2. The method of claim 1, wherein the liquid is one of dye liquor, water, water composition to wash the yarns and wherein the first liquid occupies a first volume is equal to a volume of the first cabinet chamber.

3. The method of claim 2, further comprising:

circulating the first liquid within the first cabinet chamber for a first pre-determined time; transferring the first liquid to a second cabinet chamber in the plurality of chambers;

circulating the first liquid within the second cabinet chamber for a second pre-determined time;

transferring the first liquid from second cabinet chamber to first cabinet chamber:

4. The method of claim 3, further comprising:

controlling the pressure of water entering and exiting the plurality of chambers by plurality of filters;

5. A cabinet hank yarn dyeing machine comprising:

plurality of yarn dyeing chambers for loading the hank yarn for dyeing; and

a first pump and a first pipe arrangement to inject a liquid into plurality of dyeing chambers wherein the first pump and first pipe arrangement circulates the first liquid in the first cabinet chamber through plurality of cabinet chambers.

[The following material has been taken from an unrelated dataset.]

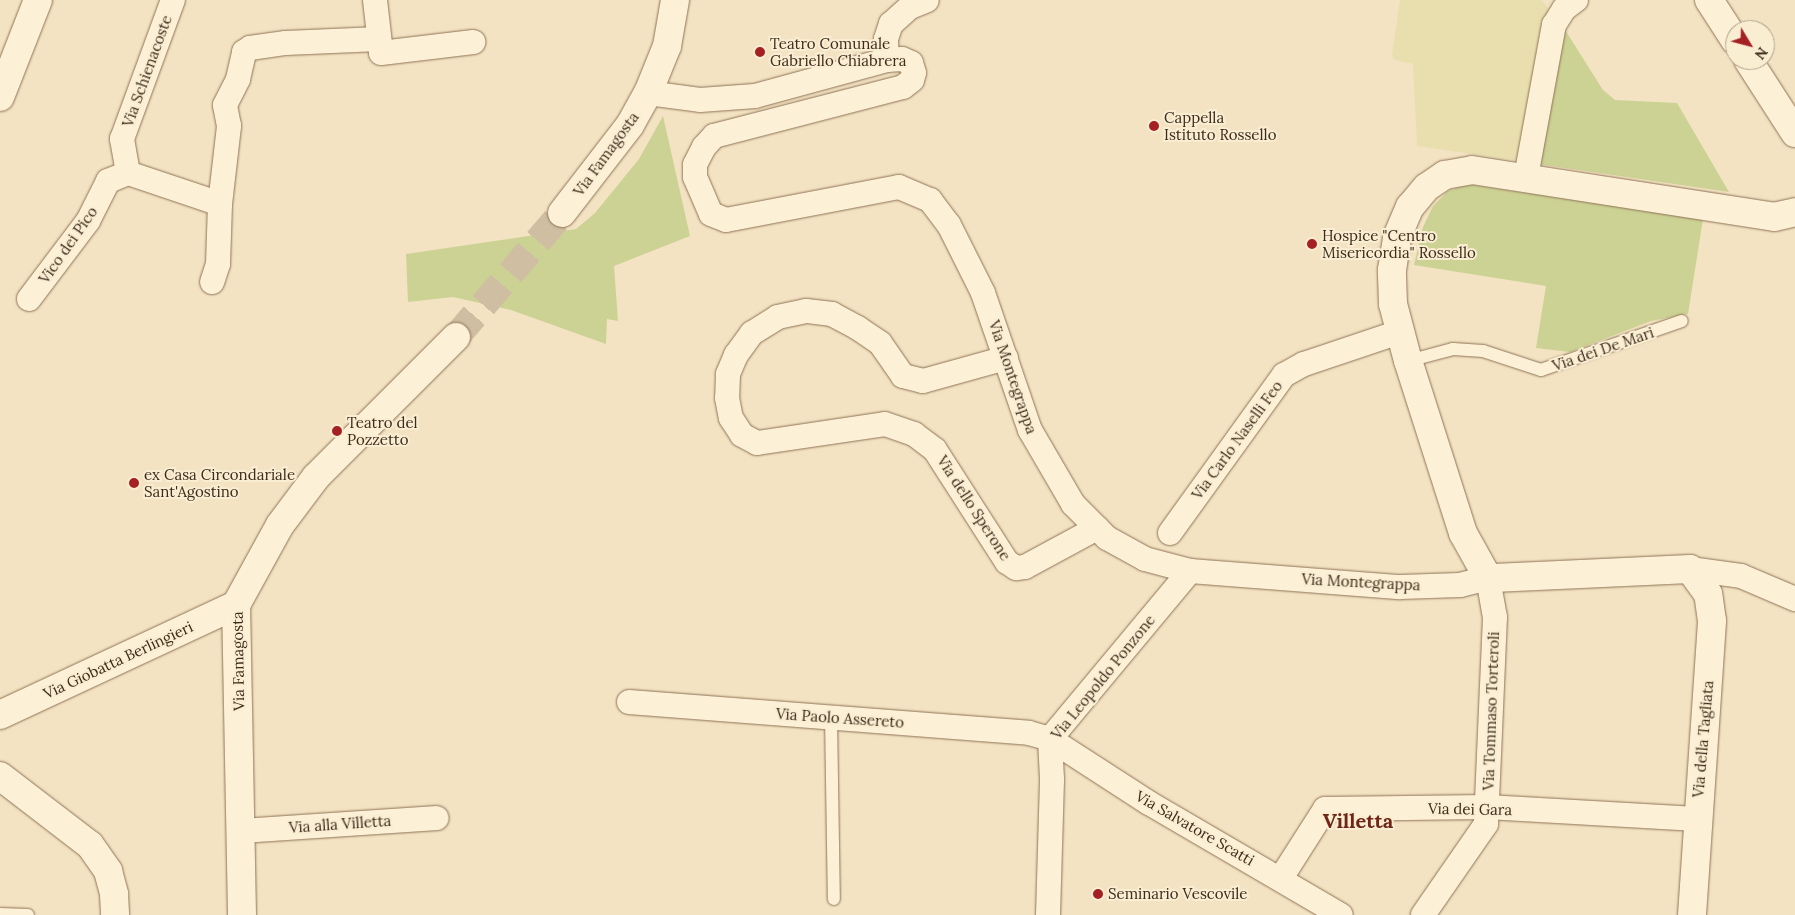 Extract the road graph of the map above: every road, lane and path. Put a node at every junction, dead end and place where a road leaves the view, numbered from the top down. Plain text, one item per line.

6. The cabinet hank yarn dyeing machine of claim 5 further comprising a dye tank containing dye liquor, wherein a second pump pumps the dye liquor from the dye tank to the first pipe arrangement such that the first pump and first pipe arrangement circulate the dye liquor through plurality of cabinet chambers there by dyeing the hank yarns in the plurality of cabinet chambers.

7. The cabinet hank yarn dyeing machine of claim 6, further comprising:

plurality of filters disposed within each cabinet chamber controlling the pressure of water flow.

8. The cabinet hank yarn dyeing machine of claim 7, further comprising a heat exchanger to heat the liquid circulated through the plurality of cabinet chambers.

9. An efficient cabinet hank yarn dyeing machine comprising:

a first chamber and a second chamber;

a first inlet pipe connected to first chamber at the top of the first chamber and its flow is controlled by first valve;

a second inlet pipe connected to the first chamber at the bottom of the first chamber and its flow is controlled by second valve;

a third inlet pipe connected at the top of the second chamber and its flow is controlled by third valve;

a fourth inlet pipe connected at the bottom of the second chamber and its flow is controlled by fourth valve;

a first outlet pipe connected at the bottom of the first chamber and its flow is controlled by fifth valve;

a second outlet pipe connected at the bottom of the second chamber and its flow is controlled by sixth valve;

a first pump with an pump outlet and a pump inlet, wherein the first outlet and second outlet pipes are connected to the first pump inlet, and the first inlet pipe , the second inlet pipe, the third inlet pipe and the fourth inlet pipe connected to the first pump outlet, wherein the first pump is operative to circulating the liquid within the first chamber when first valve and fifth valve are open and other valves are closed, transferring the liquid from first chamber to second chamber when fifth valve and fourth valve are open and other valves are closed, circulating the liquid within the second chamber when third valve and sixth valve are open and other valves are closed, transferring the liquid from second chamber to first chamber when sixth valve and second valve are open and other valves are closed.

10. An efficient cabinet hank yarn dyeing machine of claim 9 further comprising:

a dye tank storing dye mixture;

a second pump operative to inject the dye mixture into the outlet of first pump.